Manchego79 | 1 year ago | on: Show HN: Quadratic – native JavaScript support in a spreadsheet

Performance and creating a first-class experience supporting coding languages natively... With legacy systems like Excel and Sheets, they are adding piecemeal upgrades with not necessarily the best experience or performance. As we're in the early stages, we're focused on developers, engineers, and data folks who feel frustrated with the technical limitations of legacy offerings.

Manchego79 | 1 year ago | on: Show HN: Quadratic – native JavaScript support in a spreadsheet

Our last test was ~5 million cells. We're making performance improvements with almost every release. Building on WASM and WebGL, we aim to be highly performant and handle relatively large data sets (not necessarily big data). If you have a data set you'd like to test, we'd love feedback!

Manchego79 | 1 year ago | on: Show HN: Quadratic – native JavaScript support in a spreadsheet

If you were asking, "Can I use an API to access data in my sheets from other apps/services?" - no, not today, but we'll add that at some point in the future.

Or if you were asking, "Can I query APIs to get data onto the spreadsheet?" Yes, you can do that today in Quadratic with Fetch() in JS or Requests in Python.

Manchego79 | 1 year ago | on: Show HN: Quadratic – native JavaScript support in a spreadsheet

We're focusing on performance (built on WASM and WebGL). Quadratic speaks multiple programming languages fluently and executes in the browser on your GPU. We connect natively to popular data sources, are source-available, and can be self-hosted. It's a modern reimagining of what a spreadsheet is and does.

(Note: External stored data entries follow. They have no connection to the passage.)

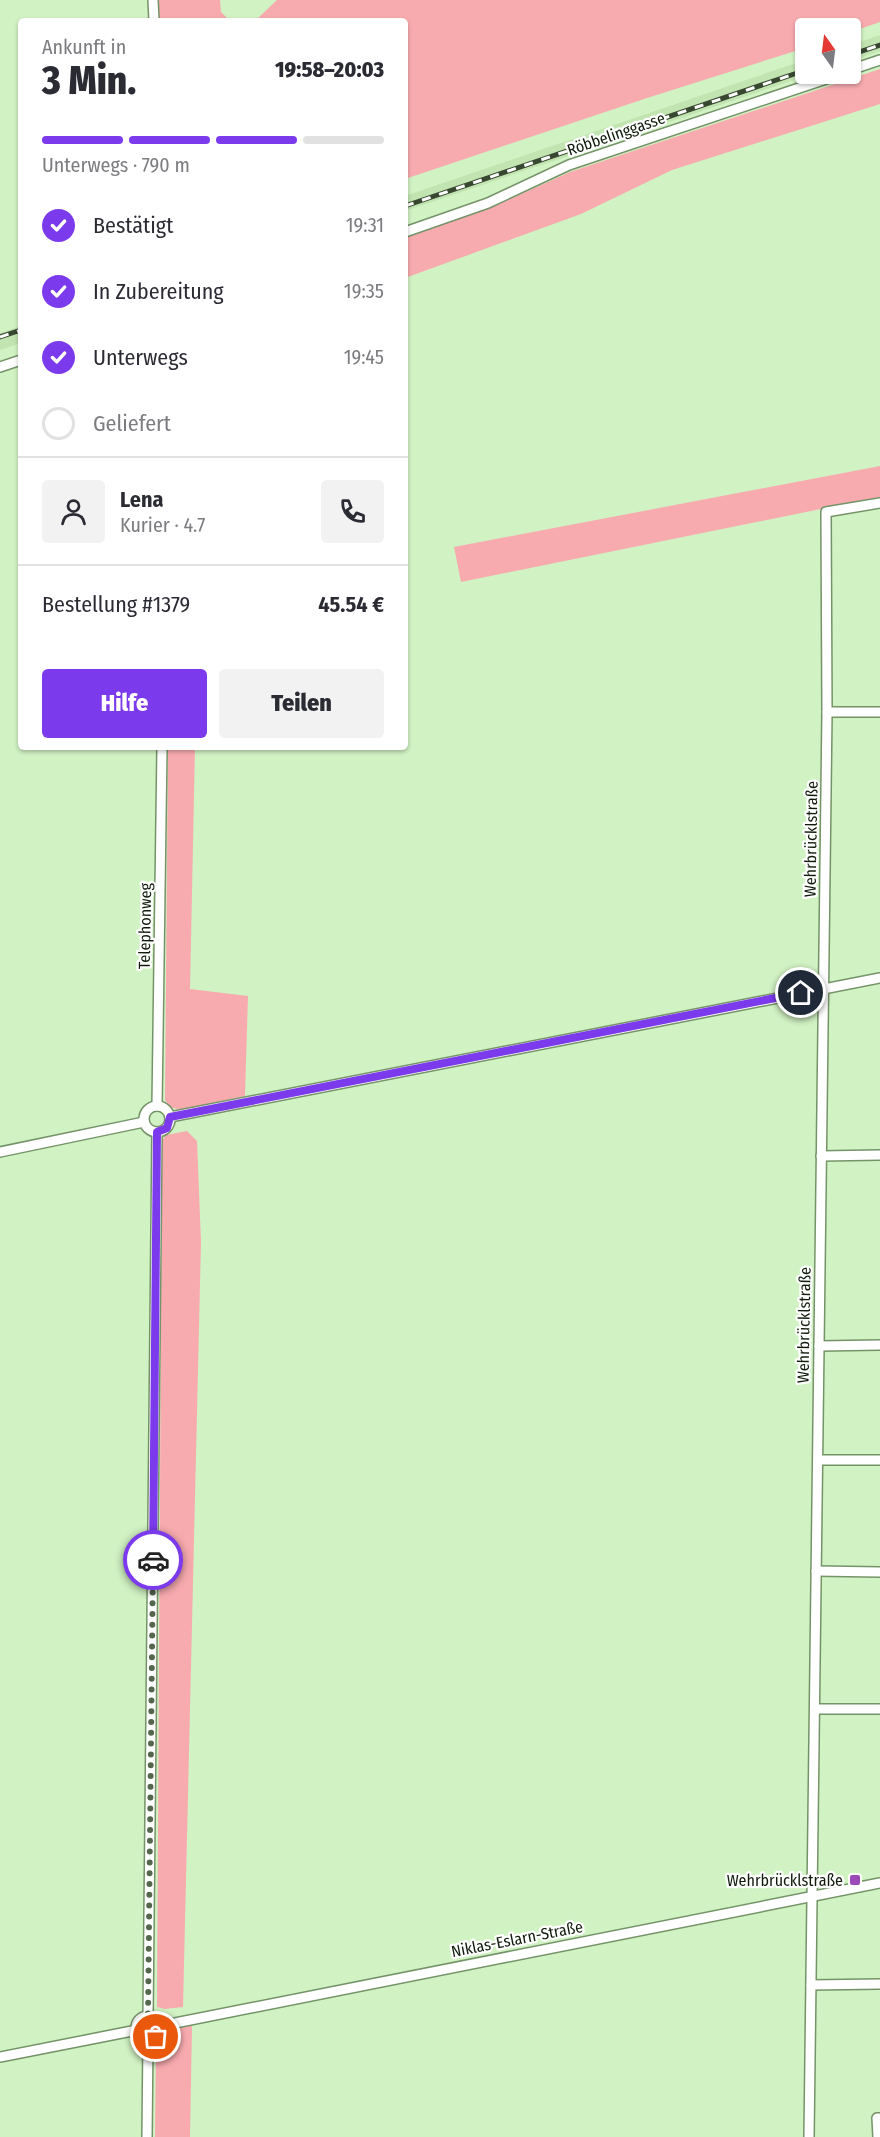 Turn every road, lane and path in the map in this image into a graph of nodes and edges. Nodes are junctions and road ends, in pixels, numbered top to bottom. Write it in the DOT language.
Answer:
graph roads {
  1 [pos="153,0"];
  2 [pos="154,18"];
  3 [pos="880,60"];
  4 [pos="861,66"];
  5 [pos="811,84"];
  6 [pos="408,231"];
  7 [pos="18,361"];
  8 [pos="0,367"];
  9 [pos="880,503"];
  10 [pos="827,711"];
  11 [pos="880,712"];
  12 [pos="162,750"];
  13 [pos="880,978"];
  14 [pos="824,988"];
  15 [pos="157,1106"];
  16 [pos="170,1117"];
  17 [pos="144,1122"];
  18 [pos="157,1132"];
  19 [pos="0,1152"];
  20 [pos="880,1155"];
  21 [pos="821,1156"];
  22 [pos="880,1345"];
  23 [pos="819,1346"];
  24 [pos="818,1460"];
  25 [pos="880,1460"];
  26 [pos="816,1571"];
  27 [pos="880,1572"];
  28 [pos="814,1709"];
  29 [pos="880,1709"];
  30 [pos="880,1883"];
  31 [pos="812,1896"];
  32 [pos="880,1984"];
  33 [pos="811,1985"];
  34 [pos="148,2017"];
  35 [pos="160,2026"];
  36 [pos="137,2030"];
  37 [pos="148,2040"];
  38 [pos="0,2057"];
  39 [pos="880,2118"];
  40 [pos="147,2137"];
  41 [pos="809,2137"];
  42 [pos="878,2137"];
  1 -- 2 [label="street"];
  3 -- 4 [label="street"];
  5 -- 6 [label="street, Röbbelinggasse"];
  7 -- 8 [label="street"];
  9 -- 10 [label="street, Wehrbrücklstraße"];
  10 -- 11 [label="street"];
  10 -- 14 [label="street, Wehrbrücklstraße"];
  12 -- 15 [label="street, Telephonweg"];
  13 -- 14 [label="street"];
  14 -- 16 [label="street"];
  14 -- 21 [label="street, Wehrbrücklstraße"];
  15 -- 16 [label="street"];
  15 -- 17 [label="street"];
  16 -- 18 [label="street"];
  17 -- 18 [label="street"];
  17 -- 19 [label="street"];
  18 -- 34 [label="street"];
  20 -- 21 [label="street"];
  21 -- 23 [label="street, Wehrbrücklstraße"];
  22 -- 23 [label="street"];
  23 -- 24 [label="street, Wehrbrücklstraße"];
  24 -- 25 [label="street"];
  24 -- 26 [label="street, Wehrbrücklstraße"];
  26 -- 27 [label="street"];
  26 -- 28 [label="street, Wehrbrücklstraße"];
  28 -- 29 [label="street"];
  28 -- 31 [label="street, Wehrbrücklstraße"];
  30 -- 31 [label="street, Niklas-Eslarn-Straße"];
  31 -- 33 [label="street, Wehrbrücklstraße"];
  31 -- 35 [label="street, Niklas-Eslarn-Straße"];
  32 -- 33 [label="street"];
  33 -- 41 [label="street, Wehrbrücklstraße"];
  34 -- 35 [label="street"];
  34 -- 36 [label="street"];
  35 -- 37 [label="street"];
  36 -- 37 [label="street"];
  36 -- 38 [label="street"];
  37 -- 40 [label="street"];
  39 -- 42 [label="street"];
} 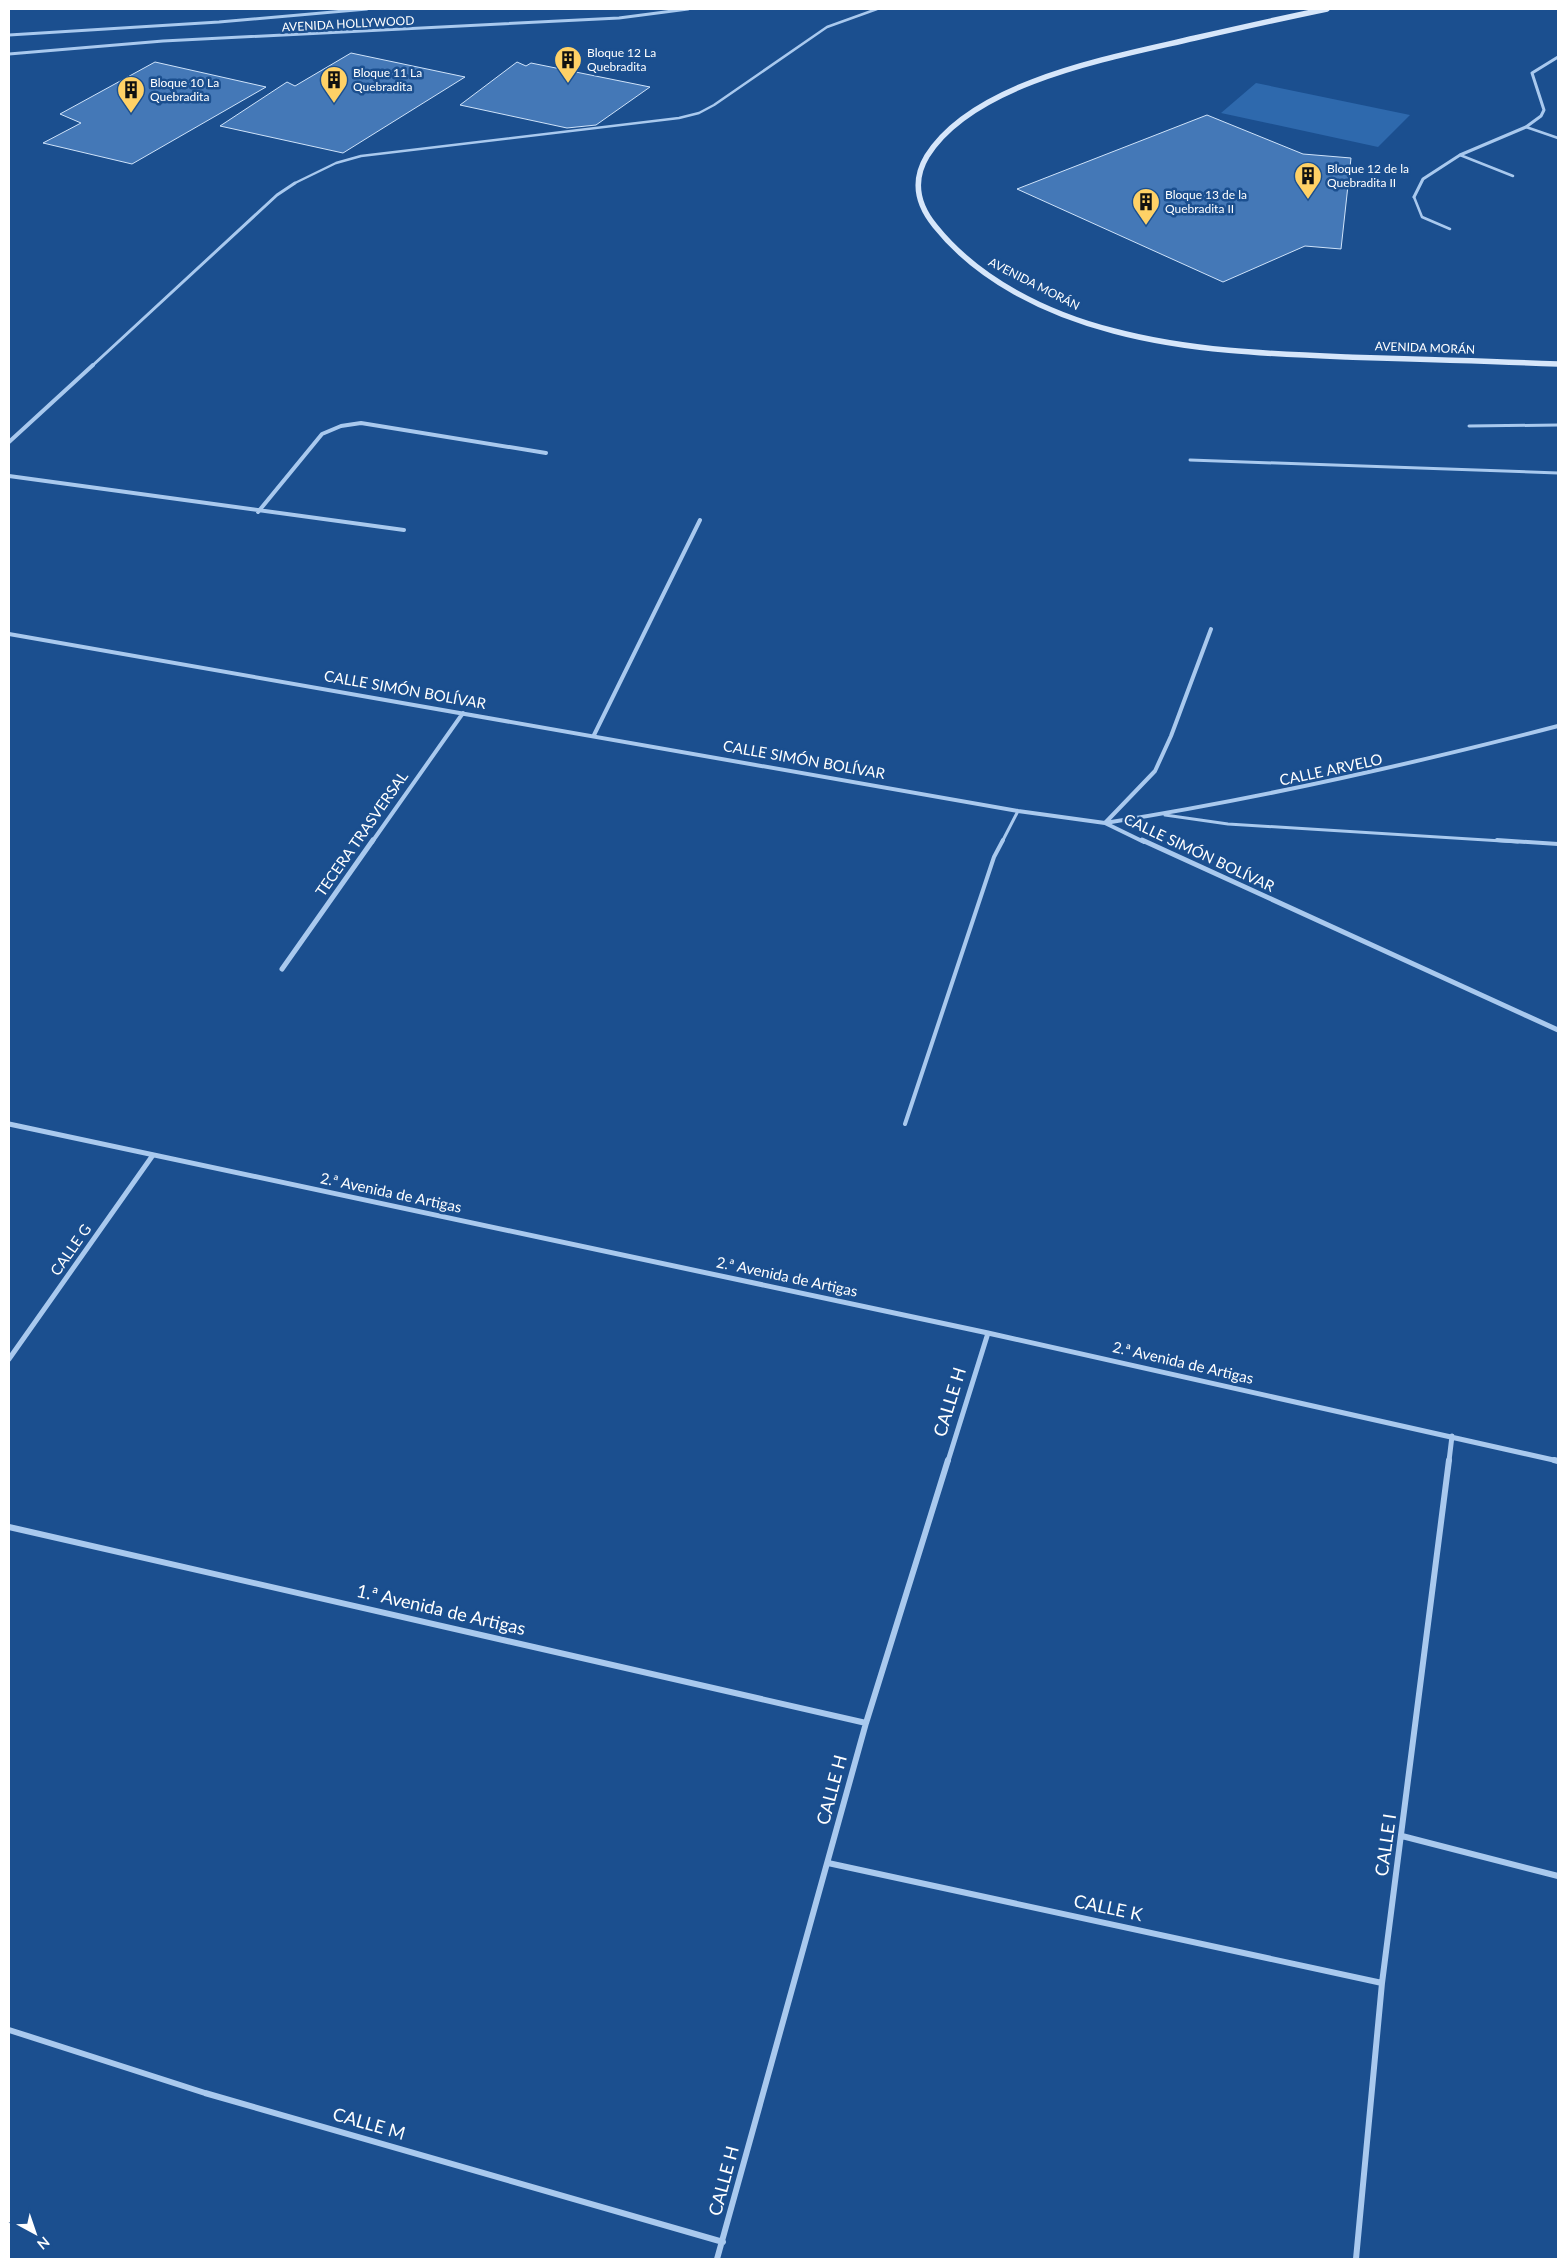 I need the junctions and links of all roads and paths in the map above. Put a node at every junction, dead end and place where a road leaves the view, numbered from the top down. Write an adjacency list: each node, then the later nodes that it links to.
1 (367, 9): 5 (street, AVENIDA HOLLYWOOD)
2 (688, 9): 6 (street, AVENIDA HOLLYWOOD)
3 (877, 9): 12 (lane)
4 (1327, 9): 15 (main road, AVENIDA MORÁN)
5 (9, 35)
6 (9, 54)
7 (1558, 57): 8 (street)
8 (1526, 127): 9 (lane); 10 (street)
9 (1558, 138)
10 (1460, 156): 11 (lane); 13 (street)
11 (1514, 176)
12 (295, 183): 18 (street)
13 (1414, 197): 14 (lane)
14 (1450, 228)
15 (1558, 364)
16 (1558, 425): 17 (lane)
17 (1469, 426)
18 (9, 442)
19 (546, 453): 23 (street)
20 (1190, 460): 21 (lane)
21 (1558, 473)
22 (9, 476): 23 (street)
23 (258, 512): 25 (street)
24 (700, 520): 30 (street)
25 (404, 530)
26 (1211, 629): 33 (street)
27 (9, 634): 28 (street, CALLE SIMÓN BOLÍVAR)
28 (463, 713): 30 (street, CALLE SIMÓN BOLÍVAR); 35 (street, TECERA TRASVERSAL)
29 (1558, 726): 32 (street, CALLE ARVELO)
30 (594, 735): 31 (street, CALLE SIMÓN BOLÍVAR)
31 (1018, 811): 33 (street, CALLE SIMÓN BOLÍVAR); 38 (lane)
32 (1165, 815): 33 (street, CALLE ARVELO); 34 (lane)
33 (1105, 823): 36 (street, CALLE SIMÓN BOLÍVAR)
34 (1558, 844)
35 (282, 970)
36 (1558, 1030)
37 (9, 1124): 39 (street, 2.ª Avenida de Artigas)
38 (905, 1124)
39 (153, 1156): 40 (street, 2.ª Avenida de Artigas); 41 (street, CALLE G)
40 (988, 1333): 42 (street, 2.ª Avenida de Artigas); 45 (street, CALLE H)
41 (9, 1359)
42 (1452, 1436): 43 (street, 2.ª Avenida de Artigas); 46 (street, CALLE I)
43 (1558, 1461)
44 (9, 1527): 45 (street, 1.ª Avenida de Artigas)
45 (866, 1723): 47 (street, CALLE H)
46 (1402, 1836): 48 (street); 49 (street, CALLE I)
47 (828, 1863): 49 (street, CALLE K); 51 (street, CALLE H)
48 (1558, 1876)
49 (1382, 1983): 53 (street, CALLE I)
50 (9, 2030): 51 (street, CALLE M)
51 (723, 2242): 52 (street, CALLE H)
52 (718, 2259)
53 (1356, 2259)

Manchego79 | 1 year ago | on: Show HN: Quadratic – native JavaScript support in a spreadsheet

Quadratic is built for doing analytics, and a native JavaScript experience where you're in the weeds with the data just felt better. We wanted JavaScript to be a first-class citizen in the spreadsheet, as formulas are treated first-class in most spreadsheets.

When they're separated, the experience feels bolted on (to us). Being native means supporting existing libraries like Fetch for APIs, chart.js for charts, brain.js for ML, etc., not to mention performance!